Donald Trump se mêle une nouvelle fois du rachat de Warner Bros : “Stop à la prise de contrôle culturelle de Netflix” 

Mis à jour le 20 janvier 2026 à 15:00
Pool/ABACA
Alors que la bataille fait rage entre Netflix et Paramount pour le rachat des actifs de Warner Bros., Donald Trump s’est de nouveau invité dans le débat en relayant un éditorial hostile au géant du streaming. Une prise de position qui relance la dimension politique du dossier et pourrait peser sur l’issue de l'opération déjà scrutée de près par les autorités de la concurrence…

La bataille pour le rachat des actifs de Warner Bros. prend une tournure de plus en plus politique… Alors que Netflix poursuit son projet de rachat à 83 milliards de dollars, approuvé par le conseil d’administration de WBD, l’intervention publique de Donald Trump vient rebattre les cartes, au bénéfice potentiel de David Ellison et Paramount, candidats à une offre concurrente. Dimanche 11 janvier, à quelques heures de la cérémonie des 83e Golden Globes, le président américain a relayé sur son réseau un éditorial publié par One America News, intitulé "Stop the Netflix Cultural Takeover", soit "Stop à la prise de contrôle culturelle de Netflix". Le texte, signé par l’avocat John M. Pierce et daté du 12 décembre, appelle ouvertement les autorités fédérales à bloquer la fusion.

Tous les moyens sont bons pour contrecarrer l’offre de Netflix 

Selon l’auteur, "le ministère de la Justice et la Federal Trade Commission devraient faire de cette fusion une priorité absolue en matière de droit de la concurrence — non seulement pour ses implications de marché, mais aussi pour ce que cela signifie pour la liberté d’expression et le pluralisme culturel américain", rapportent nos confrères de Deadline. Dans cet éditorial, John M. Pierce, avocat proche de la mouvance MAGA et connu pour avoir défendu des participants à l’insurrection du 6 janvier, va bien au-delà des arguments économiques. Il écrit : "Netflix devrait concurrencer, pas conquérir. Et les États-Unis ont la responsabilité de s’assurer qu’aucune entreprise ne puisse dominer l’imaginaire national par la seule force de son pouvoir de marché et par un activisme idéologique"

L’avocat accuse également la plateforme dirigée par Ted Sarandos et Greg Peters d’être une entreprise "qui a utilisé à plusieurs reprises sa plateforme mondiale pour promouvoir des récits progressistes tout en étouffant les points de vue dissidents". Il défend ainsi l’offre hostile de Paramount, estimée à 108 milliards de dollars, pourtant déjà repoussée, et conclut :
"Il est temps de dire non à un monopole médiatique ‘woke’ avant que les dégâts ne deviennent irréversibles", appelant explicitement Trump, présenté comme un proche d’Ellison, à intervenir contre Netflix. 

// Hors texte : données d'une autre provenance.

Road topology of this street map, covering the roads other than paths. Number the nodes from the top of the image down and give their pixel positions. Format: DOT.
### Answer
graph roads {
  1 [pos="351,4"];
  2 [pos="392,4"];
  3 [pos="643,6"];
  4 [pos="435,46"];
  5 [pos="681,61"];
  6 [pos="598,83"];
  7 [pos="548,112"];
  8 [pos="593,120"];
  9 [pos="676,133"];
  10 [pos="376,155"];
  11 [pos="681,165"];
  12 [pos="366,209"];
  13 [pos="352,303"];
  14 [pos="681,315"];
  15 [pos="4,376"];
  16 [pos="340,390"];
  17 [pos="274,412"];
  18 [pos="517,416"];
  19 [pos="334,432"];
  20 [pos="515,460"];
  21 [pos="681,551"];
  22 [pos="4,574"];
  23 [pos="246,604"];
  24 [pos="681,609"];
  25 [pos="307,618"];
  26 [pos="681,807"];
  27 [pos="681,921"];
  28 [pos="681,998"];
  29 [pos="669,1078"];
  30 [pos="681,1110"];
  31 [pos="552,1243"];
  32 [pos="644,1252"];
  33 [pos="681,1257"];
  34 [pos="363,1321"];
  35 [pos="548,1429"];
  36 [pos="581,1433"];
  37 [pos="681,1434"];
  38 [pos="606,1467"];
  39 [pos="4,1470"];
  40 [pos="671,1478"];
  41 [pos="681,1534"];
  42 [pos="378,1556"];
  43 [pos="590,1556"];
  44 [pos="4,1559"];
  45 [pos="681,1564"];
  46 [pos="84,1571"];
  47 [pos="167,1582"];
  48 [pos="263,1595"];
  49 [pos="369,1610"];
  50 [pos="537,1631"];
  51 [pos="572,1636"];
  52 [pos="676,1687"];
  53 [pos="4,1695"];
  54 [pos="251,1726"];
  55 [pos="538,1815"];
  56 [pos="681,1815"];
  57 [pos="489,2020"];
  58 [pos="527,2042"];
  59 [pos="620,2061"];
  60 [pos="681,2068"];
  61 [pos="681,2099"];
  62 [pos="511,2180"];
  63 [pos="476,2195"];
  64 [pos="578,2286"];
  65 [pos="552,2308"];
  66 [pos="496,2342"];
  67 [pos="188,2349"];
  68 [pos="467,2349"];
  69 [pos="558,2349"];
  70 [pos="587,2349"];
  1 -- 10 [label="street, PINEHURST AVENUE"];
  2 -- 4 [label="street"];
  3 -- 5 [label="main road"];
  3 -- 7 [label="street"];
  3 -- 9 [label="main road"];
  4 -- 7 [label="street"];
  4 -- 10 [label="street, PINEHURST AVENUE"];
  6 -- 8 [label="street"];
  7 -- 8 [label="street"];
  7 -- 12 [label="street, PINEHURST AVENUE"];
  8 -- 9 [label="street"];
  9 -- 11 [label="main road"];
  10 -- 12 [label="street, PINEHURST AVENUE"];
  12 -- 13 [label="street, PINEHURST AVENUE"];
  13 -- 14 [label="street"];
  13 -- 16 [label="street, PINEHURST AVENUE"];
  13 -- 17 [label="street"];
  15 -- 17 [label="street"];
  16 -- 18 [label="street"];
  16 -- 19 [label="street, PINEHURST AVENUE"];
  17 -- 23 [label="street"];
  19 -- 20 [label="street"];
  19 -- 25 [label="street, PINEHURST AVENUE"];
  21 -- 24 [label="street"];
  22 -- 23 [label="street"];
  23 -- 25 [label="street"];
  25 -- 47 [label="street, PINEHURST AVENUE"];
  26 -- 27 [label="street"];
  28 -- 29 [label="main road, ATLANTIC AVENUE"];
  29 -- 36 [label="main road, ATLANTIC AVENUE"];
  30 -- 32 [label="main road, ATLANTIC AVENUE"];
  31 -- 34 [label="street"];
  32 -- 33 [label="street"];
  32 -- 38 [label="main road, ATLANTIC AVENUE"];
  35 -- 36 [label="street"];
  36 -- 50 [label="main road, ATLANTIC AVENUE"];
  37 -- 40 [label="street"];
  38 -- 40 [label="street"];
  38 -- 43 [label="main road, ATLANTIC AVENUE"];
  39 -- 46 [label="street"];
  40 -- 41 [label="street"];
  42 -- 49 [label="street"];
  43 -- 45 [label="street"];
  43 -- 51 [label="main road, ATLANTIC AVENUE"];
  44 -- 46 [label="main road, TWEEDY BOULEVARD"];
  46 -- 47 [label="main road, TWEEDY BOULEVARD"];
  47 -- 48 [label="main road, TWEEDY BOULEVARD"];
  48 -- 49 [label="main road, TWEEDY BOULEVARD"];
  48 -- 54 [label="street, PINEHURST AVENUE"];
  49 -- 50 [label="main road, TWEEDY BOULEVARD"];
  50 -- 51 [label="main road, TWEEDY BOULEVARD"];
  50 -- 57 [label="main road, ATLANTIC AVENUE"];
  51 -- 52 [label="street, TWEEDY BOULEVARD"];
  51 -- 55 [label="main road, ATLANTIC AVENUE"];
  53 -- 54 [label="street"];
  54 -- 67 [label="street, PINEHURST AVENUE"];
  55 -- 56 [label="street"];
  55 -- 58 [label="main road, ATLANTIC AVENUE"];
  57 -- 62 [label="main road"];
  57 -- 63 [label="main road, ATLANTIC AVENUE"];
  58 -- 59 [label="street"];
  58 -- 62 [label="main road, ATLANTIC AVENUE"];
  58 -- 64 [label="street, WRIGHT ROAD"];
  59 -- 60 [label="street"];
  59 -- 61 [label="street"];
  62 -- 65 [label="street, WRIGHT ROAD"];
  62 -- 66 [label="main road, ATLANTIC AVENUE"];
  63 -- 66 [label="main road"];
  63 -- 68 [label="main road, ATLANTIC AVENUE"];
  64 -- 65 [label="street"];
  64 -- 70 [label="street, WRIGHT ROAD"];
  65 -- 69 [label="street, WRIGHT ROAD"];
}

Une position déjà exprimée par Donald Trump 

Ce n’est pas la première fois que Donald Trump s’inquiète publiquement du poids de Netflix dans l’industrie. Après avoir rencontré le "grand type" Sarandos à la fin de l’année dernière, il a confié à plusieurs reprises qu’"il pourrait y avoir un problème" avec la "part de marché énorme" du géant du streaming, qui serait encore renforcée si HBO Max et les autres actifs de Warner Bros. entraient dans son giron. Dans ce contexte, David Ellison et Paramount ont intensifié leur stratégie de pression.

Dans une lettre adressée la semaine dernière aux élus de Washington, ils estiment qu’une fusion Netflix–Warner Bros. serait "présumée illégale". En parallèle, ils s’adressent désormais directement aux actionnaires et aux investisseurs, avant la date butoir du 21 janvier, fixée pour accepter ou refuser leur offre. Paramount compte également mettre en avant, dans les prochains jours, l’argument selon lequel son projet ferait face à bien moins d’obstacles réglementaires que celui de Netflix. L’intervention de Donald Trump s’inscrit aussi dans un contexte relationnel bien connu. Le président des Etats-Unis entretient des liens étroits avec Larry Ellison aujourd’hui cinquième fortune mondiale.

Beaucoup, à l’exception de Ted Sarandos et Greg Peters dont les actions souffrent en Bourse, s’attendaient à ce que le mari de Melania Trump finisse par favoriser son ami et son fils dans ce dossier. Sollicités par Deadline, la Maison-Blanche, Paramount et Netflix n’ont pas répondu aux demandes de commentaires concernant la prise de position en ligne du président sur le futur propriétaire de Warner Bros.